══ Excerpted records
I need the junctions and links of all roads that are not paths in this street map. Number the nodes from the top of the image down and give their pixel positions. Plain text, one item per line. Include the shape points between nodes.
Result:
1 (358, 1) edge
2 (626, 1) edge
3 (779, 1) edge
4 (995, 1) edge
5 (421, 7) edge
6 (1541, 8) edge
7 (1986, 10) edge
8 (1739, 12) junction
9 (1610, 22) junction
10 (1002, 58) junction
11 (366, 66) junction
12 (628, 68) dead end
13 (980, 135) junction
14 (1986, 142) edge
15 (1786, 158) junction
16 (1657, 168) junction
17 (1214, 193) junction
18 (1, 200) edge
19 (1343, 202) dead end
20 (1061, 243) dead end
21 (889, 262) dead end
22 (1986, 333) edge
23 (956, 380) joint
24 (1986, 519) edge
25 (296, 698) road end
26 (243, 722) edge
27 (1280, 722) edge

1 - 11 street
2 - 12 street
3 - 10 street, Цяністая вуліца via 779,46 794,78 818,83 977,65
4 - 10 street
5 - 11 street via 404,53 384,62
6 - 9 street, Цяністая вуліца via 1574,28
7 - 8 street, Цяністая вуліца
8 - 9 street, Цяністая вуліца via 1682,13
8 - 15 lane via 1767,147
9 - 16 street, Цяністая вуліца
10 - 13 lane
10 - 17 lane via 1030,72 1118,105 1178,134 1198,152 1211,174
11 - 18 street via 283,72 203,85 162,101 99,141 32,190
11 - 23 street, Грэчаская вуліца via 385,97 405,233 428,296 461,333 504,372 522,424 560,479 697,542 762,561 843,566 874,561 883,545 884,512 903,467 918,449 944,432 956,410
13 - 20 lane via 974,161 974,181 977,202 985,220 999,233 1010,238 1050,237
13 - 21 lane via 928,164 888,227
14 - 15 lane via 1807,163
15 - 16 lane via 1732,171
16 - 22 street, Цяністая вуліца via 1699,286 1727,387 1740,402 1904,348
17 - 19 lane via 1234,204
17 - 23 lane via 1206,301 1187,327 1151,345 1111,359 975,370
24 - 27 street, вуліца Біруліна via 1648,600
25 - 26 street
════
• [Activity]:
Can you restate every record above word for word?

• [Answer for the task]:
I need the junctions and links of all roads that are not paths in this street map. Number the nodes from the top of the image down and give their pixel positions. Plain text, one item per line. Include the shape points between nodes.
Result:
1 (358, 1) edge
2 (626, 1) edge
3 (779, 1) edge
4 (995, 1) edge
5 (421, 7) edge
6 (1541, 8) edge
7 (1986, 10) edge
8 (1739, 12) junction
9 (1610, 22) junction
10 (1002, 58) junction
11 (366, 66) junction
12 (628, 68) dead end
13 (980, 135) junction
14 (1986, 142) edge
15 (1786, 158) junction
16 (1657, 168) junction
17 (1214, 193) junction
18 (1, 200) edge
19 (1343, 202) dead end
20 (1061, 243) dead end
21 (889, 262) dead end
22 (1986, 333) edge
23 (956, 380) joint
24 (1986, 519) edge
25 (296, 698) road end
26 (243, 722) edge
27 (1280, 722) edge

1 - 11 street
2 - 12 street
3 - 10 street, Цяністая вуліца via 779,46 794,78 818,83 977,65
4 - 10 street
5 - 11 street via 404,53 384,62
6 - 9 street, Цяністая вуліца via 1574,28
7 - 8 street, Цяністая вуліца
8 - 9 street, Цяністая вуліца via 1682,13
8 - 15 lane via 1767,147
9 - 16 street, Цяністая вуліца
10 - 13 lane
10 - 17 lane via 1030,72 1118,105 1178,134 1198,152 1211,174
11 - 18 street via 283,72 203,85 162,101 99,141 32,190
11 - 23 street, Грэчаская вуліца via 385,97 405,233 428,296 461,333 504,372 522,424 560,479 697,542 762,561 843,566 874,561 883,545 884,512 903,467 918,449 944,432 956,410
13 - 20 lane via 974,161 974,181 977,202 985,220 999,233 1010,238 1050,237
13 - 21 lane via 928,164 888,227
14 - 15 lane via 1807,163
15 - 16 lane via 1732,171
16 - 22 street, Цяністая вуліца via 1699,286 1727,387 1740,402 1904,348
17 - 19 lane via 1234,204
17 - 23 lane via 1206,301 1187,327 1151,345 1111,359 975,370
24 - 27 street, вуліца Біруліна via 1648,600
25 - 26 street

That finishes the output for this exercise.